_What to work on_
Lines in the following data that contain the string "nodes" are to be counted. Report only their number.

_Information shown_
--------------------

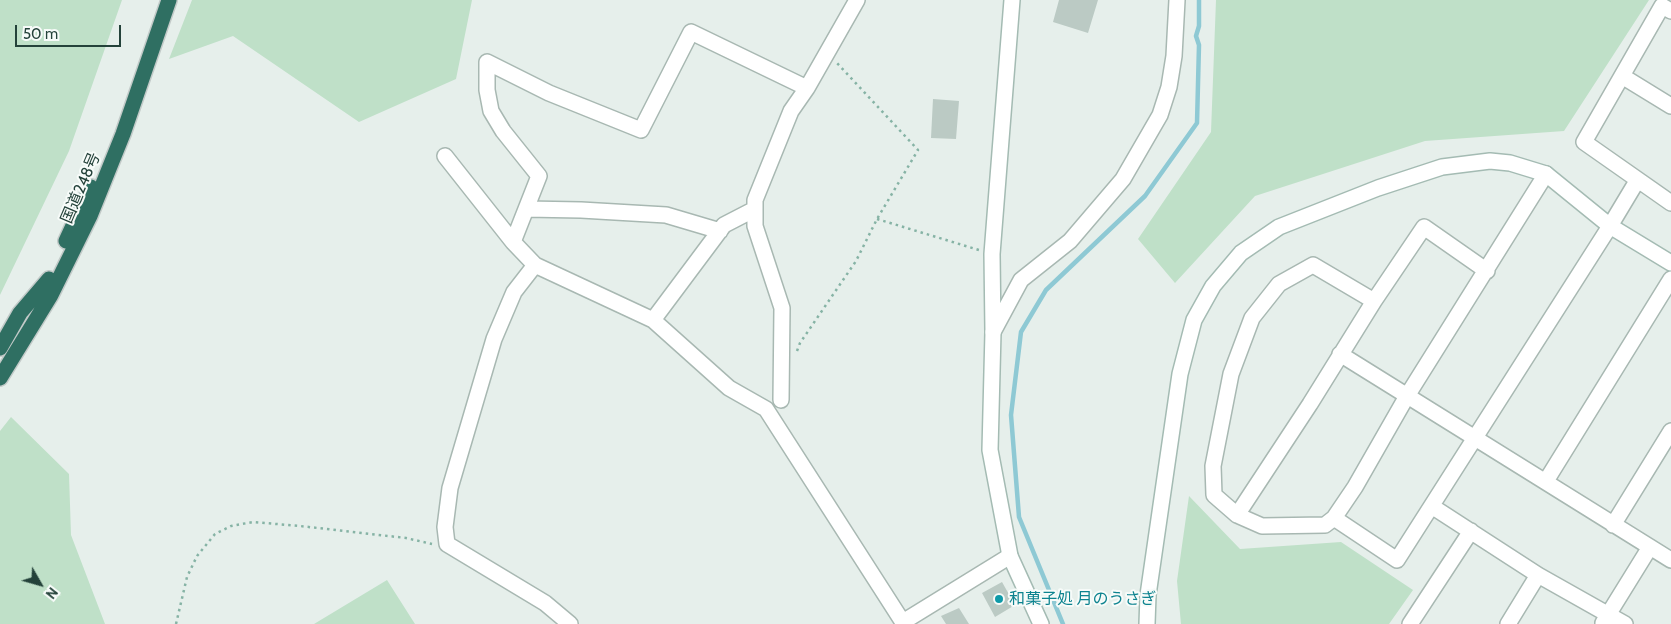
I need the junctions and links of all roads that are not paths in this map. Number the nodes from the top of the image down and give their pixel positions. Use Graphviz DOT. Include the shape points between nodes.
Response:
graph roads {
  1 [pos="159,0"];
  2 [pos="168,0"];
  3 [pos="857,0"];
  4 [pos="1012,0"];
  5 [pos="1177,0"];
  6 [pos="1671,12"];
  7 [pos="1622,76"];
  8 [pos="807,88"];
  9 [pos="1671,106"];
  10 [pos="445,156"];
  11 [pos="1546,174"];
  12 [pos="1637,180"];
  13 [pos="1671,203"];
  14 [pos="526,209"];
  15 [pos="755,210"];
  16 [pos="1610,226"];
  17 [pos="720,231"];
  18 [pos="514,242"];
  19 [pos="1671,263"];
  20 [pos="534,265"];
  21 [pos="1487,271"];
  22 [pos="1671,278"];
  23 [pos="49,279"];
  24 [pos="1374,301"];
  25 [pos="653,320"];
  26 [pos="993,332"];
  27 [pos="0,348"];
  28 [pos="1340,354"];
  29 [pos="0,361"];
  30 [pos="0,378"];
  31 [pos="1407,396"];
  32 [pos="781,400"];
  33 [pos="1671,431"];
  34 [pos="1476,438"];
  35 [pos="1546,481"];
  36 [pos="1433,506"];
  37 [pos="1237,515"];
  38 [pos="1334,518"];
  39 [pos="1613,525"];
  40 [pos="1472,531"];
  41 [pos="1650,547"];
  42 [pos="1010,556"];
  43 [pos="1671,560"];
  44 [pos="1538,575"];
  45 [pos="1604,620"];
  46 [pos="904,623"];
  47 [pos="570,624"];
  48 [pos="1041,624"];
  49 [pos="1147,624"];
  50 [pos="1410,624"];
  51 [pos="1508,624"];
  52 [pos="1625,624"];
  1 -- 23 [label="highway, 国道248号" via="128,96"];
  2 -- 30 [label="highway, 国道248号" via="123,134 90,216 51,295"];
  3 -- 8 [label="street"];
  4 -- 26 [label="street" via="992,254"];
  5 -- 26 [label="street" via="1174,56 1160,115 1123,179 1070,241 1021,280"];
  6 -- 7 [label="street" via="1662,6"];
  7 -- 9 [label="street"];
  7 -- 12 [label="street" via="1584,142"];
  8 -- 14 [label="street" via="691,32 641,130 549,93 487,62 491,111 539,176"];
  8 -- 15 [label="street" via="791,111 755,200"];
  10 -- 18 [label="street"];
  11 -- 16 [label="street"];
  11 -- 21 [label="street"];
  11 -- 49 [label="street" via="1510,163 1490,161 1442,167 1378,188 1279,228 1241,253 1213,286 1194,320 1180,374 1147,602"];
  12 -- 13 [label="street"];
  12 -- 16 [label="street"];
  14 -- 17 [label="street" via="666,215"];
  14 -- 18 [label="street"];
  15 -- 17 [label="street" via="724,225"];
  15 -- 32 [label="street" via="755,226 782,308"];
  16 -- 19 [label="street"];
  16 -- 34 [label="street"];
  17 -- 25 [label="street"];
  18 -- 20 [label="street"];
  20 -- 25 [label="street"];
  20 -- 47 [label="street" via="514,292 494,339 450,488 445,527 447,544 545,603"];
  21 -- 24 [label="street" via="1424,227"];
  21 -- 31 [label="street"];
  22 -- 35 [label="street"];
  23 -- 27 [label="highway" via="20,313"];
  23 -- 29 [label="highway, 国道248号"];
  24 -- 28 [label="street"];
  24 -- 37 [label="street" via="1313,265 1279,284 1252,318 1231,374 1213,466 1214,496"];
  25 -- 46 [label="street" via="730,388 766,409"];
  26 -- 42 [label="street" via="990,450"];
  28 -- 31 [label="street"];
  28 -- 37 [label="street"];
  31 -- 34 [label="street"];
  31 -- 38 [label="street" via="1355,488"];
  33 -- 39 [label="street"];
  34 -- 35 [label="street"];
  34 -- 36 [label="street"];
  35 -- 39 [label="street"];
  36 -- 38 [label="street" via="1397,560"];
  36 -- 40 [label="street"];
  37 -- 38 [label="street" via="1262,526 1326,525"];
  39 -- 41 [label="street"];
  40 -- 44 [label="street"];
  40 -- 50 [label="street"];
  41 -- 43 [label="street"];
  41 -- 45 [label="street"];
  42 -- 46 [label="street"];
  42 -- 48 [label="street"];
  44 -- 45 [label="street"];
  44 -- 51 [label="street"];
  45 -- 52 [label="street"];
}
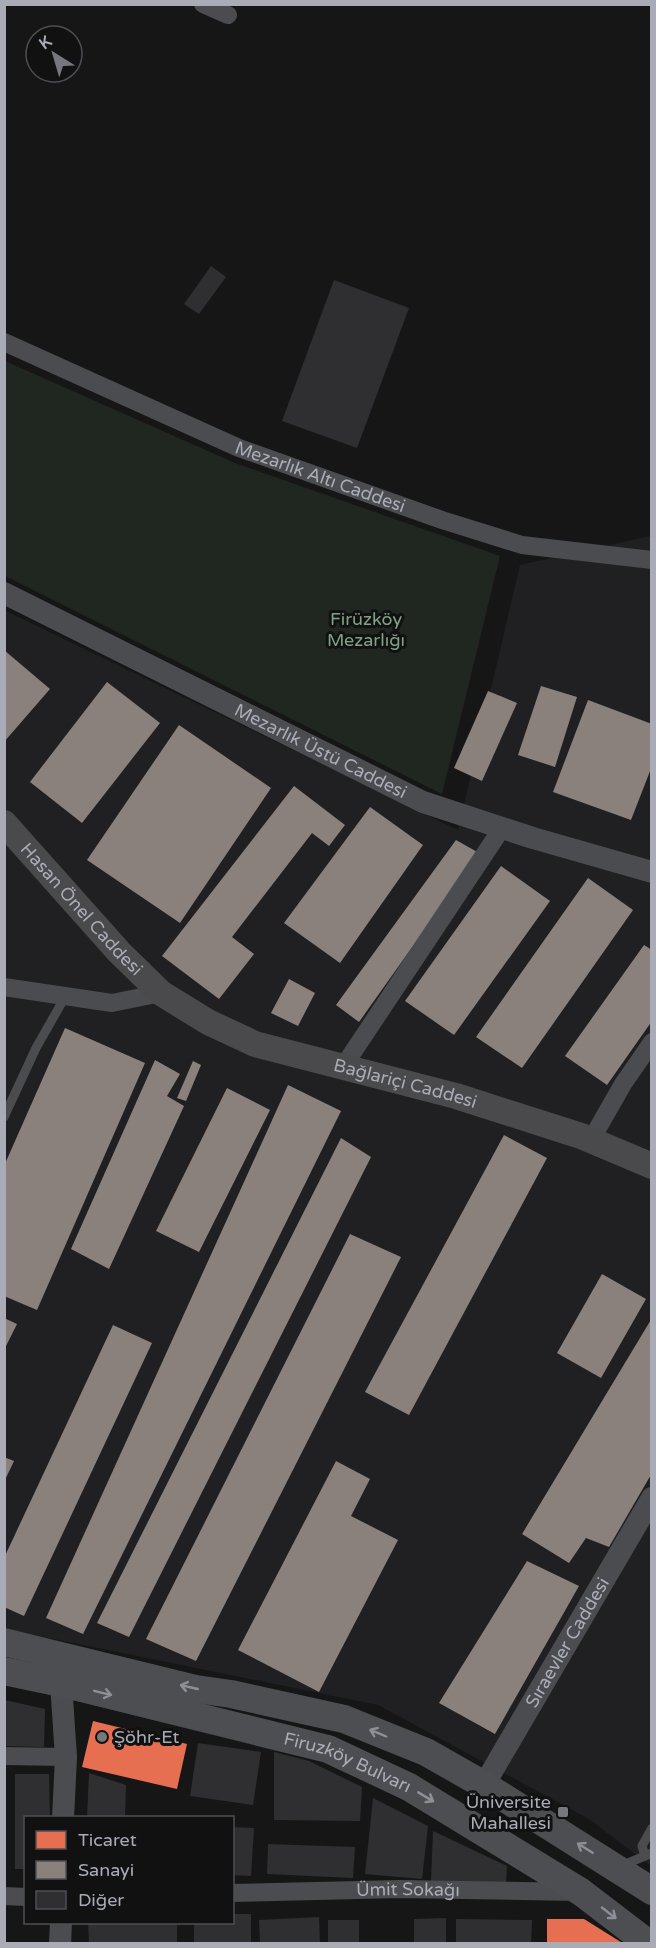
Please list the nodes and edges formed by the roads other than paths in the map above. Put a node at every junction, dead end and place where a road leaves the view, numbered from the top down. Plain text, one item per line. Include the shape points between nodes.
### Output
1 (203, 4) edge
2 (228, 15) dead end
3 (4, 342) edge
4 (651, 560) edge
5 (4, 593) edge
6 (4, 823) edge
7 (502, 828) junction
8 (651, 872) edge
9 (4, 987) edge
10 (162, 993) junction
11 (65, 997) junction
12 (651, 1042) edge
13 (343, 1067) junction
14 (4, 1117) edge
15 (591, 1140) junction
16 (651, 1166) edge
17 (651, 1498) edge
18 (16, 1645) edge
19 (4, 1671) edge
20 (61, 1683) junction
21 (4, 1756) edge
22 (66, 1757) junction
23 (484, 1785) junction
24 (63, 1816) edge
25 (651, 1828) edge
26 (648, 1854) edge
27 (616, 1868) junction
28 (581, 1892) junction
29 (651, 1892) edge
30 (234, 1893) edge
31 (4, 1896) edge
32 (24, 1897) edge
33 (60, 1924) edge
34 (60, 1944) edge
35 (649, 1944) edge

1 - 2 street
3 - 4 street, Mezarlık Altı Caddesi via 239,448 442,520 522,545
5 - 7 street, Mezarlık Üstü Caddesi via 423,802
6 - 10 main road, Hasan Önel Caddesi via 119,952
7 - 8 street, Mezarlık Üstü Caddesi
7 - 13 street
9 - 11 street
10 - 11 street via 111,1003
10 - 13 main road, Bağlariçi Caddesi via 208,1022 255,1044
11 - 14 lane
12 - 15 street
13 - 15 main road, Bağlariçi Caddesi via 456,1096
15 - 16 main road, Bağlariçi Caddesi
17 - 23 street, Sıraevler Caddesi
18 - 20 main road via 46,1655
23 -> 18 main road, Firuzköy Bulvarı via 426,1752 344,1719 196,1689
19 - 20 main road, Firuzköy Bulvarı
20 - 22 street
20 -> 28 main road, Firuzköy Bulvarı via 328,1749 409,1787
21 - 22 street
22 - 24 street
27 -> 23 main road, Firuzköy Bulvarı
25 - 26 lane via 642,1846
26 - 27 lane
27 - 29 main road, Firuzköy Bulvarı
28 - 30 street, Ümit Sokağı via 400,1889
28 -> 35 main road, Firuzköy Bulvarı
31 - 32 street
33 - 34 street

--------------------

_Result_
2